Biography

Photo credit Gary Zhou

Eugene Lai

Eugene Lai is a clarinetist, composer, and curator from Taipei, Taiwan. He holds a Master’s degree in bass clarinet from the Prins Claus Conservatorium Groningen, Hanze University of Applied Sciences. He is currently the only Taiwanese musician to have completed this degree program, and his academic lineage follows the Dutch contemporary tradition and ethos established by bass clarinet virtuoso Harry Sparnaay.

During his studies, Lai studied clarinet with Chih-Ning Kao, Eugenia Jin, and Pei-Yun Lin, and bass clarinet with Ji-Hsi Chang and Fie Schouten. His musical language was further shaped during his years of study in Europe through intensive exchange and one-to-one work with international musicians, gradually forming a sound practice that spans classical, contemporary, and improvised contexts. In addition to the clarinet family, he also performs on saxophones and other woodwinds.

Active across classical, contemporary, and cross-cultural music scenes in Europe and Asia, Lai performs and records regularly as a soloist and chamber musician, and serves as a guest musician with several orchestras. His collaborations include the Taipei Symphony Orchestra, Guiyang Symphony Orchestra, Metropolitan Philharmonia, and the Philharmonia Moments Musicaux. He has been invited to perform at international platforms such as ClarinetFest®, the European Clarinet Congress, the Sound of Music Festival (Netherlands), and MENA Groningen.

Lai is a recipient of the Hsing-Tian-Kong Award (Taiwan) and was shortlisted for the Messina International Clarinet Competition (Italy). He was also selected as an artist-in-residence for OneBeat Taiwan.

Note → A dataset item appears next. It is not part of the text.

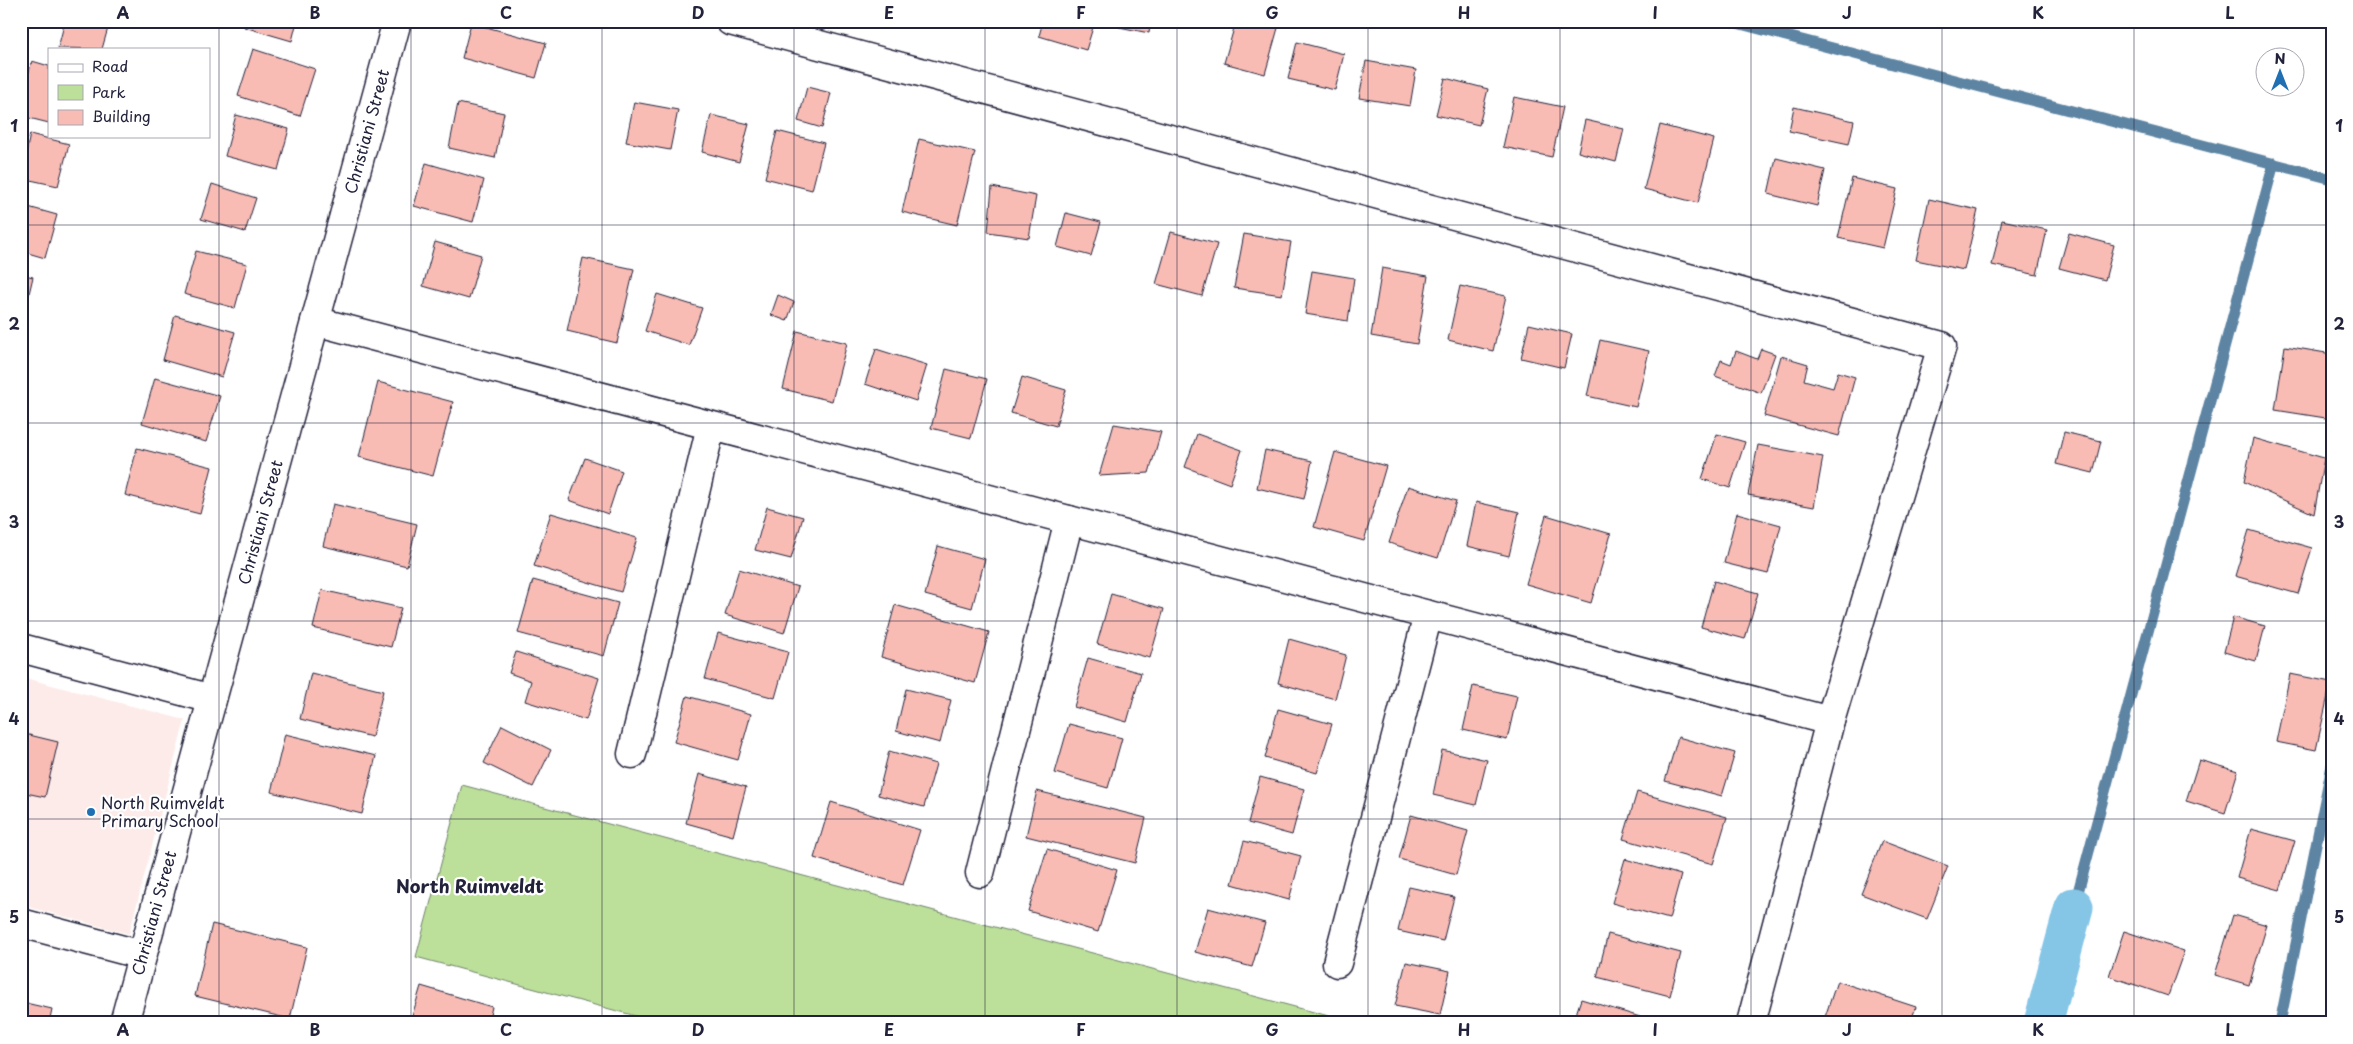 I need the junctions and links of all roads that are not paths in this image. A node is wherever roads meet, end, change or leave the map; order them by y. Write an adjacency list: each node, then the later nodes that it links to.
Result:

In recent years, Lai has increasingly focused on chamber music curation, approaching musicians as connective nodes linking cultural context, sonic vocabulary, and artistic action. In 2024, he founded the reed quintet Quintette Les Jeux d’Anches and has served as its artistic director since 2025. He is also a member of Ensemble TMAP. His work spans solo, chamber, orchestral, experimental, and  improvised music, engaging sound as a medium for cultural memory and artistic inquiry, while remaining committed to education and the cultivation of emerging musicians.